Now that I've begun to test the boundaries of the text variable belonging to all atoms, I find myself unnecessarily restricted.
The problem is that when the client receives a transmission from the server, it must download the entire string. For example, a blinking red and green light consists of:
text = "<font color=#FF0000 bgcolor=#336699>O<font color=#0000FF bgcolor=#336699>O"
...which is a *lot* of bytes.
What I would prefer is something like the following:
text = "OO"
text_color = "#FF0000,#0000FF"
text_bgcolor = "#336699"
That way, at least the number of bytes being sent to the client is being restricted.
(Under the proposed syntax, if the length of the colour doesn't match up with the length of the text, then one of two things occurs -- if the text is longer than the colours, then the final colour is used for the remainder of the text animation. If the colours are longer than the text, the colours afterward are ignored and the current colour is set to the first colour when the text animation loops over.
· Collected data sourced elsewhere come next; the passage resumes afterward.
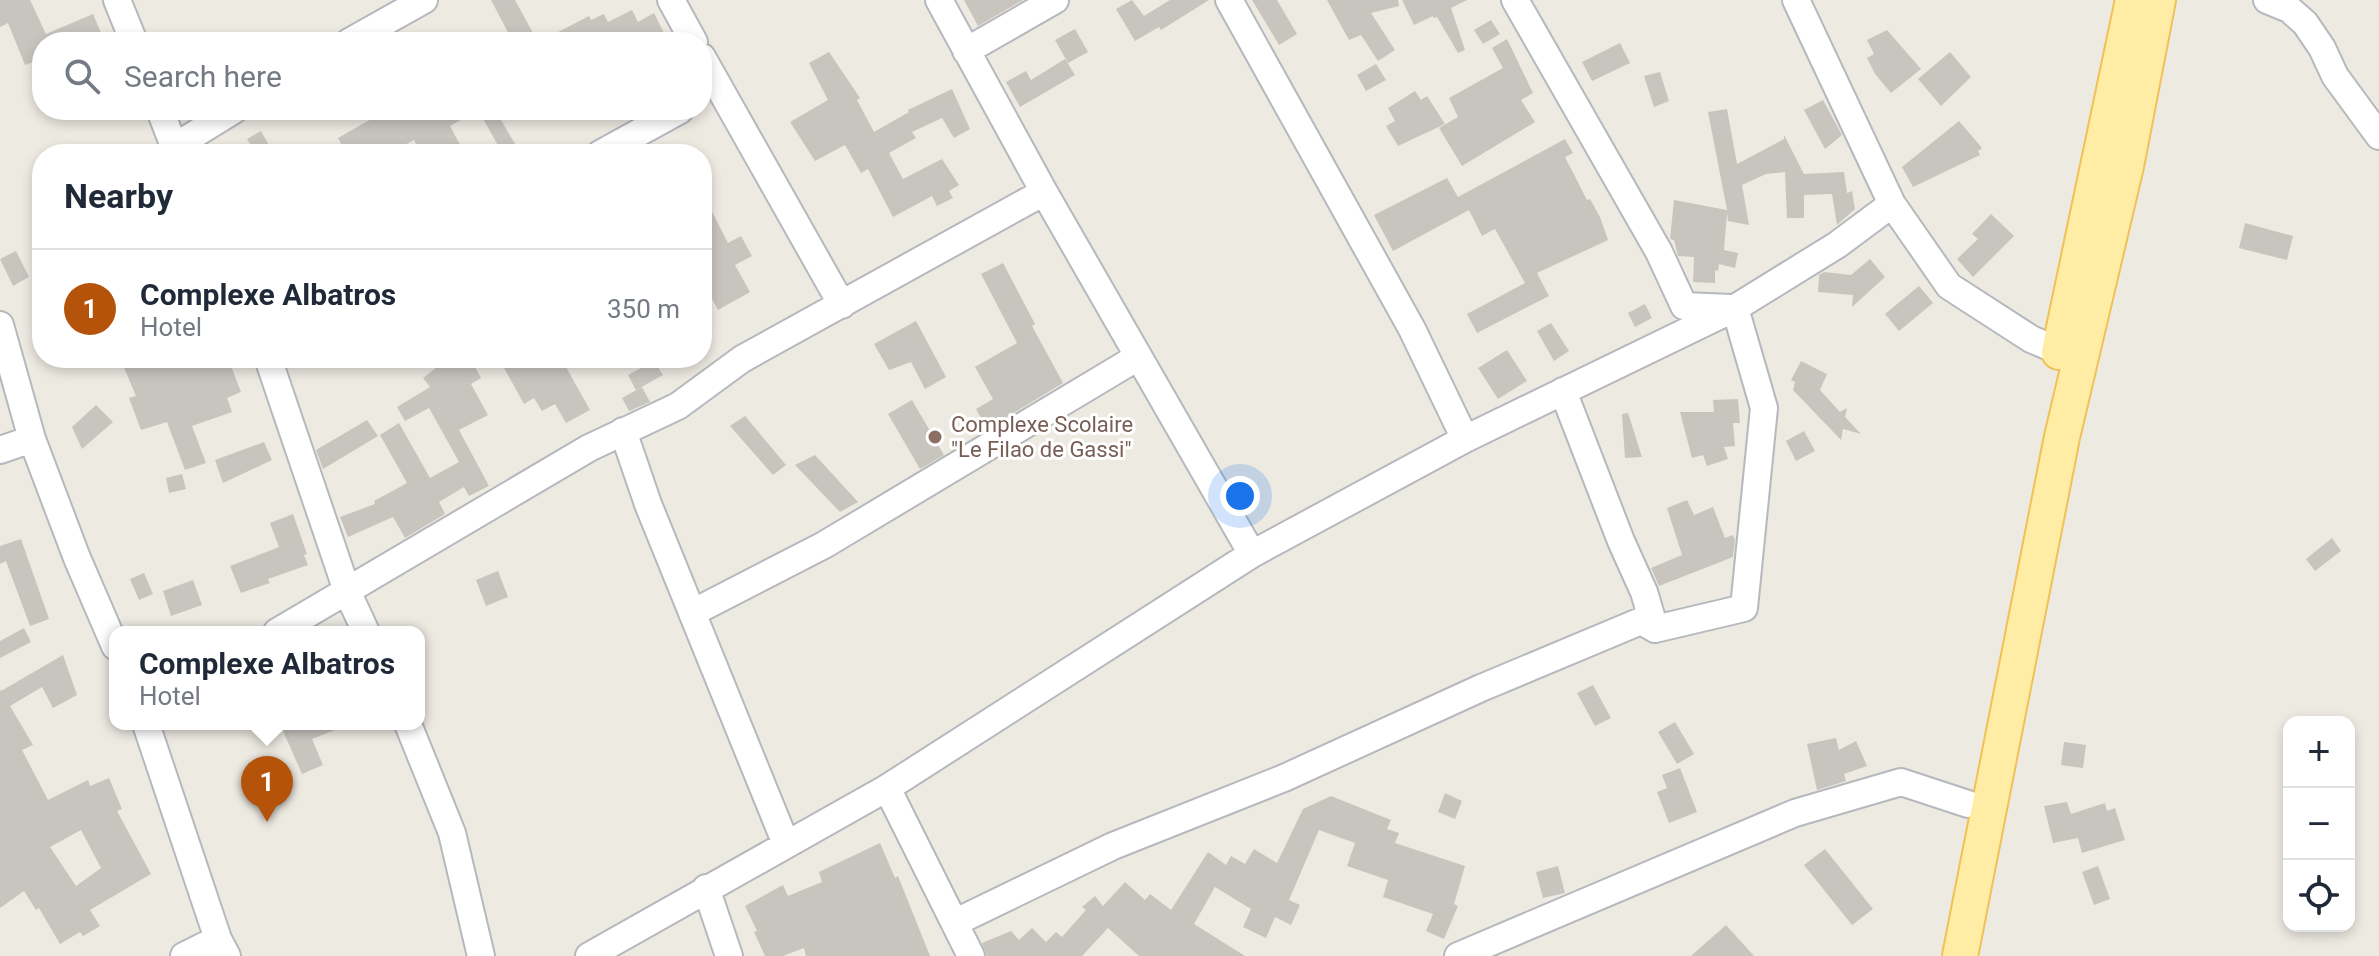 <!DOCTYPE html>
<html lang="en">
<head>
<meta charset="utf-8">
<style>
  :root { --surface:#fff; --page:#f2f2f3; --text:#1f2937; --muted:#747a83; --line:#e0e1e3; --accent:#b45309 }
  body { margin:0; font-family:Roboto,sans-serif; background:var(--page); color:var(--text) }
  .controls { position:absolute; right:24px; bottom:24px; display:grid; overflow:hidden; border-radius:16px; box-shadow:0 4px 12px #0003 }
  .controls button { width:72px; height:72px; display:grid; place-items:center; padding:0; border:0; border-bottom:2px solid var(--line); background:var(--surface); color:var(--text); font:40px sans-serif }
  .you { position:absolute; left:1240px; top:496px; width:28px; height:28px; margin:-20px; border:6px solid #fff; border-radius:50%; background:#1a73e8; box-shadow:0 0 0 12px #1a73e833 }
  .badge { display:grid; place-items:center; width:52px; height:52px; border-radius:50%; background:var(--accent); color:#fff; font-size:26px; font-weight:700 }
  .pin { position:absolute; translate:-50% -66px; filter:drop-shadow(0 2px 4px #0008) }
  .pin::after { content:''; position:absolute; top:42px; width:28px; height:24px; background:inherit; clip-path:polygon(0 0,100% 0,50% 100%) }
  .popup { position:absolute; left:109px; top:626px; width:316px; height:104px; box-sizing:border-box; display:grid; place-content:center; border-radius:16px; background:var(--surface); filter:drop-shadow(0 2px 6px #0005); font-size:26px; white-space:nowrap; color:var(--muted) }
  .popup b { font-size:30px; color:var(--text) }
  .popup::after { content:''; position:absolute; left:50%; top:100%; margin-left:-16px; border:16px solid transparent; border-top-color:var(--surface) }
  .list { margin:0; padding:0; list-style:none }
  h2 { display:flex; justify-content:space-between; align-items:center; height:104px; margin:0; padding:0 32px; font-size:34px }
  h2 small { font-size:26px; font-weight:400; color:var(--muted) }
  .list li { display:grid; grid-template-columns:52px 1fr auto; gap:24px; align-items:center; box-sizing:border-box; height:120px; padding:0 32px; border-top:2px solid var(--line) }
  .list b { display:block; font-size:30px; white-space:nowrap }
  .list p { margin:0; font-size:26px; white-space:nowrap; color:var(--muted) }
  .list em { font-size:26px; font-style:normal; color:var(--muted) }
  .icon { flex:none; width:44px; height:44px; fill:none; stroke:currentColor; stroke-width:2; stroke-linecap:round; stroke-linejoin:round }
  .map { position:relative; flex:none; width:2379px; height:956px; overflow:hidden }
  .search { position:absolute; background:var(--surface); box-shadow:0 4px 12px #0003; left:32px; top:32px; width:680px; height:88px; display:flex; align-items:center; gap:20px; box-sizing:border-box; padding:0 28px; border-radius:32px; color:var(--muted); font-size:30px }
  .panel { position:absolute; background:var(--surface); box-shadow:0 4px 12px #0003; left:32px; top:144px; width:680px; height:224px; border-radius:32px }
  .map>svg:first-child { display:block }
</style>
</head>
<body>
<div class="map">
<svg width="2379" height="956" viewBox="0 0 2379 956">
  <rect width="100%" height="100%" fill="#edeae2"/>
  <!-- building -->
  <path fill="#c8c5bf" fill-rule="evenodd" d="M0 0H30L46 34 93 14 105 42H42V59L25 65 8 23 0 27Z
    M491 0H515L538 42H513Z
    M964 0H1023L978 26Z
    M1132 0 1144 16 1170 0H1209L1161 30 1159 27 1135 41 1116 9Z
    M1252 0H1277L1297 34 1279 45Z
    M1327 0H1398L1399 6 1371 13 1395 50 1378 61 1361 35 1349 40Z
    M1402 0H1467L1451 8 1465 50 1458 53 1437 17 1433 18V16L1414 25Z
    M632 10 638 22 654 13 664 33 647 42H539L589 16 591 20 604 14 608 22Z
    M1491 20 1500 34 1483 44 1474 30Z
    M1075 29 1088 52 1068 63 1055 40Z
    M1887 30 1921 69 1891 93 1875 74 1867 58 1874 54 1867 40Z
    M1507 39 1533 93 1521 100 1535 122 1462 166 1439 128 1458 117 1449 98 1503 68 1492 48Z
    M1620 43 1630 63 1592 81 1582 62Z
    M829 52 860 98 857 100 874 132 909 112 908 110 952 89 970 129 954 138 942 118 912 132 916 138 889 153 903 179 942 159 959 185 949 191 953 198 937 206 932 196 893 217 868 169 861 173 845 145 815 161 790 122 828 100 809 63Z
    M1950 52 1971 77 1941 106 1918 79Z
    M1065 59 1075 75 1020 107 1006 82 1026 71 1031 80Z
    M1376 64 1386 80 1366 91 1357 75Z
    M1660 72 1669 101 1654 107 1644 76Z
    M1415 91 1421 100 1427 96 1445 124 1398 146 1386 126 1395 121 1388 108Z
    M1823 100 1842 135 1825 149 1804 110Z
    M1727 109 1737 164 1784 139V135L1804 174 1844 172 1847 193 1852 191 1855 209 1837 225 1832 194 1804 195V218H1787L1785 172 1766 174 1742 185 1749 225 1728 221 1727 213 1724 250 1738 253 1735 268 1719 264 1718 271 1715 270V283L1693 282 1694 257 1678 256 1674 240 1670 239 1674 200 1727 210 1708 112Z
    M387 110H495L521 154H503L478 110 450 126 465 154H421L414 140 388 154H346L338 138Z
    M1959 121 1982 148 1978 151 1980 155 1913 187 1902 167Z
    M261 131 274 154H256L247 139Z
    M1565 139 1573 153 1565 157 1587 200 1590 199 1600 217 1608 240 1537 273 1549 296 1477 333 1467 314 1525 283 1495 229 1482 236 1469 210 1393 251 1374 215 1447 178 1458 197Z
    M702 192 728 243 741 236 752 256 735 265 750 292 718 310 702 280Z
    M1991 214 2014 236 1973 277 1957 259 1978 239 1972 234Z
    M2245 223 2293 236 2287 260 2239 248Z
    M16 251 29 277 13 286 0 259Z
    M1870 259 1885 277 1852 307 1853 295 1818 292 1819 275 1824 272 1851 275Z
    M1003 263 1035 324 1032 326 1063 383 987 429 976 409 993 399 975 367 1017 343 981 274Z
    M1919 286 1933 303 1899 331 1885 314Z
    M1645 304 1652 318 1635 327 1628 313Z
    M916 321 946 377 925 389 911 362 889 370 874 344Z
    M1551 323 1569 351 1554 361 1537 331Z
    M1507 350 1527 381 1498 399 1478 368Z
    M120 358H166L169 365 186 358H228L241 392 227 398 232 412 192 426 206 463 185 470 167 422 141 430 129 398 136 396Z
    M437 358H461L466 367 473 363 481 378 471 384 488 415 459 430 489 486 469 496 464 487 439 502 445 514 405 538 393 517 348 537 340 517 375 504 374 501 407 483 380 435 399 423 430 478 459 462 429 408 405 421 397 407 430 387 423 378 441 364Z
    M523 358H561L590 410 566 423 555 404 542 411 534 398 524 404 504 368Z
    M654 361 663 375 636 390 628 375Z
    M1801 361 1827 374 1820 390 1840 412 1847 408 1845 417 1861 434 1843 429 1841 440 1793 390 1795 382 1791 380Z
    M642 387 650 402 629 411 622 398Z
    M1738 399 1740 423H1733L1735 446 1724 447 1728 459 1707 466 1703 455 1692 458 1680 412H1714L1713 400Z
    M912 400 944 455 920 469 888 414Z
    M96 405 113 422 82 449 72 427Z
    M1628 413 1642 457 1625 458 1622 414Z
    M745 416 786 465 773 475 730 426Z
    M367 420 378 436 323 469 316 450Z
    M1804 431 1815 451 1796 461 1786 441Z
    M264 442 272 460 223 483 215 460Z
    M815 455 858 502 840 512 795 465Z
    M182 474 186 489 169 493 166 478Z
    M1687 500 1694 515 1713 507 1725 538 1733 535 1735 540 1733 557 1659 586 1651 568 1682 555 1667 508Z
    M293 514 307 554 304 555 308 565 268 579 270 583 241 593 230 566 279 547 270 523Z
    M2332 538 2341 551 2315 571 2306 559Z
    M21 539 49 619 30 626 6 561 0 564V546Z
    M498 571 508 597 486 606 476 580Z
    M144 573 153 594 139 600 130 579Z
    M193 580 202 605 171 616 163 591Z
    M24 628 31 642 0 658V641Z
    M63 655 77 695 53 708 42 687 10 706 33 745 22 750 48 800 88 780 90 786 109 778 122 809 117 811 151 874 90 910 100 926 83 936 80 932 60 944 39 908 36 910 24 891 0 908V689L1 691ZM81 830 101 868 76 886 50 847Z
    M1593 685 1611 718 1595 726 1577 693Z
    M1675 722 1694 754 1677 764 1658 732Z
    M301 724 348 725 312 739 323 765 302 774 283 731Z
    M1836 738 1839 750 1856 741 1867 766 1844 774 1846 781 1817 790 1807 744Z
    M2064 742 2086 745 2083 768 2061 765Z
    M1680 768 1697 812 1669 823 1657 792 1667 788 1662 775Z
    M1445 793 1462 801 1455 819 1438 812Z
    M1331 796 1391 820 1387 829 1399 833 1395 843 1465 866 1454 904 1458 906 1444 939 1426 931 1433 914 1383 897 1388 880 1347 866 1355 843 1319 830 1289 900 1300 905 1291 925 1275 917 1266 938 1243 927 1251 909 1215 887 1194 924 1245 956H1139L1108 928 1082 956H987L982 943 1011 931 1019 940 1032 928 1046 942 1056 932 1062 937 1086 910 1082 907 1095 896 1103 906 1125 882 1145 900 1150 894 1171 910 1208 852 1226 865 1231 856 1245 864 1254 849 1277 863 1303 809Z
    M2067 802 2071 814 2105 803 2107 811 2115 808 2125 840 2082 853 2078 838 2053 843 2044 806Z
    M880 843 895 878 898 876 930 956H806L804 948 783 956H765L754 932 757 931 745 906 783 885 788 896 817 884 822 882 819 872Z
    M1825 849 1873 909 1852 925 1804 865Z
    M1558 866 1565 893 1543 898 1536 872Z
    M2098 866 2110 899 2094 905 2082 872Z
    M1726 925 1754 956H1691Z"/>
  <g fill="none" stroke-linecap="round" stroke-linejoin="round">
    <defs>
      <path id="minor" d="M117 0 134 42
        M671 0 694 42
        M939 0 1044 192 1252 554
        M1229 0 1412 329 1465 439
        M1515 0 1659 252 1684 306 1731 308
        M1796 0 1892 204 1949 286 2031 339 2059 351
        M2267 0 2289 9 2305 23 2322 48 2335 76 2379 136
        M349 42 424 0
        M966 51 1055 0
        M702 57 842 305
        M160 110 177 154
        M174 147 234 110
        M600 154 680 110
        M0 325 32 439 77 558 115 646
        M268 358 347 591 366 632
        M1563 391 1621 541 1644 592 1655 629
        M623 431 648 504 786 844
        M0 450 32 439
        M692 613 824 545 1138 357
        M277 632 589 448 678 406 742 359 1044 192
        M146 724 218 939 227 956
        M408 724 452 833 481 956
        M887 788 971 956
        M706 888 729 956
        M956 922 1113 846 1284 778 1481 688 1641 621 1655 629 1744 608 1764 408 1735 308
        M184 956 218 939
        M589 956 887 788 1252 554 1465 439 1735 308 1837 245 1892 204
        M1458 956 1795 813 1901 782 1968 804"/>
      <path id="major" d="M2059 352 2133 0
        M1960 956 2062 437 2126 166 2158 0"/>
    </defs>
    <!-- minor casing -->
    <use href="#minor" stroke="#b5b8bc" stroke-width="30"/>
    <!-- major casing -->
    <use href="#major" stroke="#f1c157" stroke-width="38"/>
    <!-- minor -->
    <use href="#minor" stroke="#fff" stroke-width="26"/>
    <!-- major -->
    <use href="#major" stroke="#ffeda5" stroke-width="34"/>
  </g>
  <!-- markers -->
  <circle fill="#8d6e63" stroke="#fff" stroke-width="3" cx="935" cy="437" r="8"/>
  <g text-anchor="middle" dominant-baseline="central" stroke-width="6" stroke-linejoin="round" paint-order="stroke">
    <!-- education labels -->
    <g font-size="22" fill="#785e54" stroke="#fff" text-anchor="start">
      <text x="951" y="424">Complexe Scolaire<tspan x="951" dy="25">"Le Filao de Gassi"</tspan></text>
    </g>
  </g>
</svg>
<div class="controls">
<button>+</button>
<button>−</button>
<button><svg class="icon" aria-label="locate" viewBox="0 0 24 24"><circle cx="12" cy="12" r="6"/><path d="M12 2v4M12 18v4M2 12h4M18 12h4"/></svg></button>
</div>
<div class="you"></div>
<div class="pin badge" style="left:267px;top:822px">1</div>
<div class="popup"><b>Complexe Albatros</b>Hotel</div>
<div class="search"><svg class="icon" aria-label="search" viewBox="0 0 24 24"><circle cx="10" cy="10" r="6"/><path d="M15 15l6 6"/></svg>Search here</div>
<section class="panel">
<h2>Nearby<small></small></h2>
<ul class="list">
<li><span class="badge">1</span><div><b>Complexe Albatros</b><p>Hotel</p></div><em>350 m</em></li>
</ul>
</section>
</div>
</body>
</html>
My main reason for suggesting this involves my "Matrix" concept demo (which, sadly, displays the "invalid" ASCII characters problem all too well), which can drag anyone's uploadwidth to a halt. This is because every tick, it must re-send a brand new giant text variable. All I would ordinarily have to change is the text_color and the text variables, thereby saving myself at least a couple dozen bytes at each transmission for each object, thereby exponentially reducing the bandwidth used (on a typical 11x11 screen, for example, there are 121 objects being updated simultaneously).
The Matrix demo is just a concept demo, but it's almost painful to see just how bandwidth-intensive it really is when such bandwidth just isn't necessary. After only a few minutes, the program ate fifteen megabytes of my uploadwidth.